The sound of screams snapped me out of it. Voices and clatter echoed from somewhere distant. The diversion. As I reached forward to rip the first tube from Nics’s arm, my surroundings blurred and stretched. Not now, I thought, trying to resist it, but the room pulled away from me. No matter how deeply I breathed, how wide I kept my eyes, I couldn’t stop it. I was carried off to some other place.
In the vision I stared back at Christoph. I couldn’t make out what was behind him or around us. The moment was brief, a dark empty blur.
“I’m here to surrender,” I said, and at those words everything shifted.
First blackness that seemed to stretch on forever, solitude, loneliness, fear. Then I stared into new eyes, familiar, loving eyes. William’s eyes.
I woke up on the cold tile, dripping with sweat. How long had it been? A few seconds? A minute? An hour?
Nothing had changed. Their bodies lay unmoving on the tables, but it was quiet. Luther, the fighting and clatter, gone.
I scrambled to my feet, frantically ripping the tubes from their bodies as fast as I could. I shifted my bracelet to the right wrist and punched the buttons. I opened Nics’s mouth first, letting the drops flow over her tongue, then moved from one to the other doing the same.
I waited. Every second I expected someone to burst through the door and shoot me, leaving the four of them to be bled dry, but all was still.
Nics was the first to move. Her head turned to look at
Sam, but she didn’t sit up.
“Nics, it’s me,” I whispered. I held my finger to my lips. “It’s okay.”
She blinked her eyes and swallowed, and I knew I didn’t have much time before the others woke up. Until the vision, I assumed I’d leave with them. That Dr. Nickel would mimic Alex’s ability and take us home. But I had other plans now.
I removed my dart gun, my bracelet, and my satchel of darts. “Here,” I said as I handed them to her. “I’m not going with you.”
“What?” her voice was hardly audible. She was still dazed. I squeezed her hand and eyed the door on the other side of the room. I was hoping it would lead me to the humans. “Don’t try and follow me. Just leave.”
Through the door there was more blood, more bodies, but these weren’t the neat kind. I’d found the warehouse, the humans, but all of them were dead. My boots tracked blood across the floor as I searched for movement. A rising chest, a blinking eye, but they were all lifeless.
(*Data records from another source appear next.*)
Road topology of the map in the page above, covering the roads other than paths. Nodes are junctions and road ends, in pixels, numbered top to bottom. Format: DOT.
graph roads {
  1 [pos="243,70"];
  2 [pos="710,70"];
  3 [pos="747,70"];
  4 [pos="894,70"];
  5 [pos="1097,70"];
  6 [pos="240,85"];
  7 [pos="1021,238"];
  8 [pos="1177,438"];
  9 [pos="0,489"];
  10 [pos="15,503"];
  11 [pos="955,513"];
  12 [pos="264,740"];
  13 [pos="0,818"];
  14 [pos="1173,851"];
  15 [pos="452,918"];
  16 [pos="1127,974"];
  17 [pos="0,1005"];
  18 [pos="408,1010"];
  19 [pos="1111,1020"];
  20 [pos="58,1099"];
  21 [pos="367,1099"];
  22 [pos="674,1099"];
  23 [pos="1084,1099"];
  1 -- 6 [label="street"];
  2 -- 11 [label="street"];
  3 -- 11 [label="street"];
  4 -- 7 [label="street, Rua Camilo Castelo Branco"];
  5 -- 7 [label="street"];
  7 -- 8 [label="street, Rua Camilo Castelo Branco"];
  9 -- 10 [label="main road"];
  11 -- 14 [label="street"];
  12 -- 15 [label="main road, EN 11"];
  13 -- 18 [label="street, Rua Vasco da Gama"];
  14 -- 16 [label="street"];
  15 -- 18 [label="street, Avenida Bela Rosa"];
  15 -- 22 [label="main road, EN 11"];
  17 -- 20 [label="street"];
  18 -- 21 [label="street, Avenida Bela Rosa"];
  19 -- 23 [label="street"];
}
Not a single soul had survived. I thought of the clatter. The screaming I had heard. I was too late. What was it he’d said? “Prob’ly won’t save most, but at least you’ll save some.” Had he tried to save them without me?
The industrial hanging fluorescents flickered dim, ghostly light that reflected up from the floor. I could hear my heart in my ears, the breath move in and out of my lungs, my footsteps as I made my way across the room.
My stomach felt hollow, and just as I thought I couldn’t take anymore of it, I found a familiar face. Luther. I knelt down beside him, taking his hard hand in mine. “I’m sorry,” I whispered, closing his eyelids with my fingertips.
With the hopelessness dragging me down, there was only one thing left to do—give up. It felt wrong, but if my vision was right, giving up would lead me to William. He was all I cared about now.
“I’m here, Christoph,” my voice echoed against the tall factory ceiling. “You win.”
The cement floor made the place cold, and I rubbed my arms as the chilled air bit my skin. I listened in the emptiness, waiting for him to show. I knew he would.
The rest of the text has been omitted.